● THE INPUT:
● ● ● ● ●
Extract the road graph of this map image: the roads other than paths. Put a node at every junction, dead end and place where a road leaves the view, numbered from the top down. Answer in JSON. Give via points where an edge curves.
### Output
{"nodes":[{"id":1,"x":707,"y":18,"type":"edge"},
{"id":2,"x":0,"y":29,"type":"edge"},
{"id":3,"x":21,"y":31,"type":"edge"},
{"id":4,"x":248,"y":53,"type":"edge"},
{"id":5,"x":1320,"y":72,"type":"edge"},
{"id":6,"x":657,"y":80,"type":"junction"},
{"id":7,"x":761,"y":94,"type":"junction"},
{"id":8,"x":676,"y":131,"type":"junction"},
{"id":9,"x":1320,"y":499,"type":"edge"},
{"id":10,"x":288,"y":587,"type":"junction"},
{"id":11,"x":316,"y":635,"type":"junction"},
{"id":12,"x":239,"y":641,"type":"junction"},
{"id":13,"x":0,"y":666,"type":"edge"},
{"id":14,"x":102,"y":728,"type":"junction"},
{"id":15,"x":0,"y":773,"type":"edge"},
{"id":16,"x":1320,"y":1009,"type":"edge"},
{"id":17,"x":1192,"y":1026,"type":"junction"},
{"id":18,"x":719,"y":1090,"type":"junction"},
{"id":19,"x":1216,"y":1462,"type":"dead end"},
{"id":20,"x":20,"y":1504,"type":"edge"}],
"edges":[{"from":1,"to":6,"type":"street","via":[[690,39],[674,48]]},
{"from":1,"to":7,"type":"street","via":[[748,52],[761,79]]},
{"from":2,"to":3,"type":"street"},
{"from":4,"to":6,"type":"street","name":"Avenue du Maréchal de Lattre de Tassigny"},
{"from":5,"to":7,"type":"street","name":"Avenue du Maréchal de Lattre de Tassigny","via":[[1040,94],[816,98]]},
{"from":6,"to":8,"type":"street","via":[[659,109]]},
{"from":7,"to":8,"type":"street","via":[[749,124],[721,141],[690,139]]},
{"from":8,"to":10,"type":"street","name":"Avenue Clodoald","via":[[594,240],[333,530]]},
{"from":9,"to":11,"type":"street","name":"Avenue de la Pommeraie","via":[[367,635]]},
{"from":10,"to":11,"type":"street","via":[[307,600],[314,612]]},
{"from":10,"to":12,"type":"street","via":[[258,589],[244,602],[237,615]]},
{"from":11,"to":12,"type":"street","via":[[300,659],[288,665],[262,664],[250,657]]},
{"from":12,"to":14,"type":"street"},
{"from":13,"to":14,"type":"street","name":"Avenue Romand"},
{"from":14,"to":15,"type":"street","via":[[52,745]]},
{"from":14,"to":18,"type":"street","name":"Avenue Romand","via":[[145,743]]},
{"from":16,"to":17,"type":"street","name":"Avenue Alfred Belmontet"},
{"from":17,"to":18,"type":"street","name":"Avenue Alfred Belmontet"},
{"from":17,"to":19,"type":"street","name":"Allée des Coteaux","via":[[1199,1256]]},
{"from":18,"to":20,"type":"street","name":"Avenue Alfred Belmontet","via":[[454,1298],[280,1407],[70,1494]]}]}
● ● ● ● ●
● WORK TO COMPLETE: Take from the material above every line that includes the word "Tassigny".

● TASK SOLUTION:
{"from":4,"to":6,"type":"street","name":"Avenue du Maréchal de Lattre de Tassigny"},
{"from":5,"to":7,"type":"street","name":"Avenue du Maréchal de Lattre de Tassigny","via":[[1040,94],[816,98]]},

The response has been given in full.